Content starts

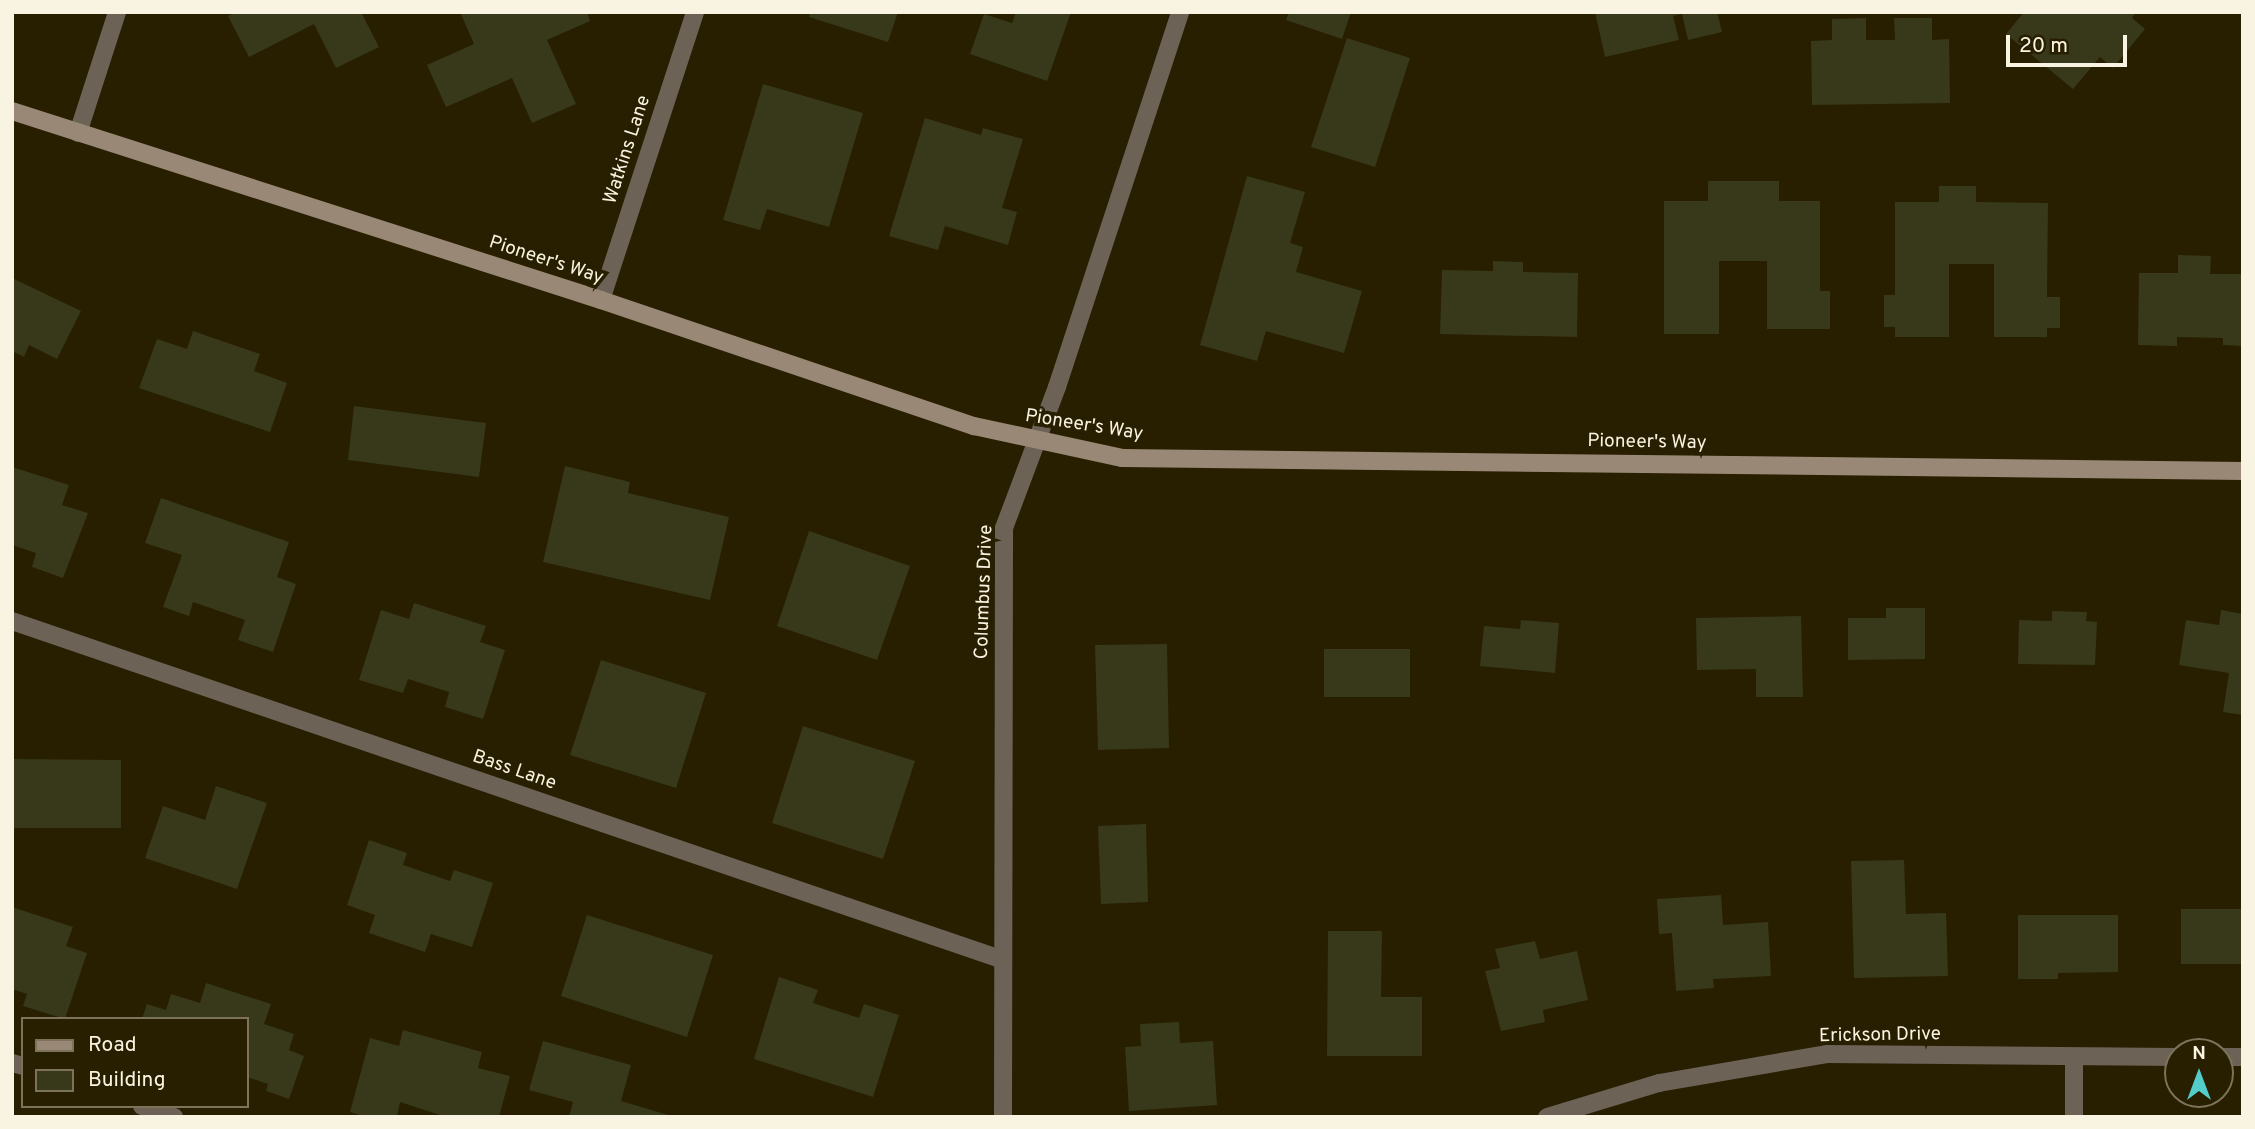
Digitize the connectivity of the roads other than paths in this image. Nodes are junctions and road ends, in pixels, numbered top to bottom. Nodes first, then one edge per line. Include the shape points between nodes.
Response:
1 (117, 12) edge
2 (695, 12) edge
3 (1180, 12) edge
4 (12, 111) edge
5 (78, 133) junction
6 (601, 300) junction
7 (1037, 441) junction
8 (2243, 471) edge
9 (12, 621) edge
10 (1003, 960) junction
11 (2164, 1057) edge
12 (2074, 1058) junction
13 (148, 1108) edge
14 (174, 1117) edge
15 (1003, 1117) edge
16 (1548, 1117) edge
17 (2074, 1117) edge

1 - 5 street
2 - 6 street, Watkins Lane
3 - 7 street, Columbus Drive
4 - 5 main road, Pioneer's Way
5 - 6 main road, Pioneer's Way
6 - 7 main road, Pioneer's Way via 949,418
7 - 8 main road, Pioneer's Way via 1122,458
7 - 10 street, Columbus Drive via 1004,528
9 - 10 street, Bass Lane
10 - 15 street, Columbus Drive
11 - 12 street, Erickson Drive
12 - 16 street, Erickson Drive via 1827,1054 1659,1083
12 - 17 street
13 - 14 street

Content ends

Give back the whole listing exactly, without pictures.

Answer:
Digitize the connectivity of the roads other than paths in this image. Nodes are junctions and road ends, in pixels, numbered top to bottom. Nodes first, then one edge per line. Include the shape points between nodes.
Response:
1 (117, 12) edge
2 (695, 12) edge
3 (1180, 12) edge
4 (12, 111) edge
5 (78, 133) junction
6 (601, 300) junction
7 (1037, 441) junction
8 (2243, 471) edge
9 (12, 621) edge
10 (1003, 960) junction
11 (2164, 1057) edge
12 (2074, 1058) junction
13 (148, 1108) edge
14 (174, 1117) edge
15 (1003, 1117) edge
16 (1548, 1117) edge
17 (2074, 1117) edge

1 - 5 street
2 - 6 street, Watkins Lane
3 - 7 street, Columbus Drive
4 - 5 main road, Pioneer's Way
5 - 6 main road, Pioneer's Way
6 - 7 main road, Pioneer's Way via 949,418
7 - 8 main road, Pioneer's Way via 1122,458
7 - 10 street, Columbus Drive via 1004,528
9 - 10 street, Bass Lane
10 - 15 street, Columbus Drive
11 - 12 street, Erickson Drive
12 - 16 street, Erickson Drive via 1827,1054 1659,1083
12 - 17 street
13 - 14 street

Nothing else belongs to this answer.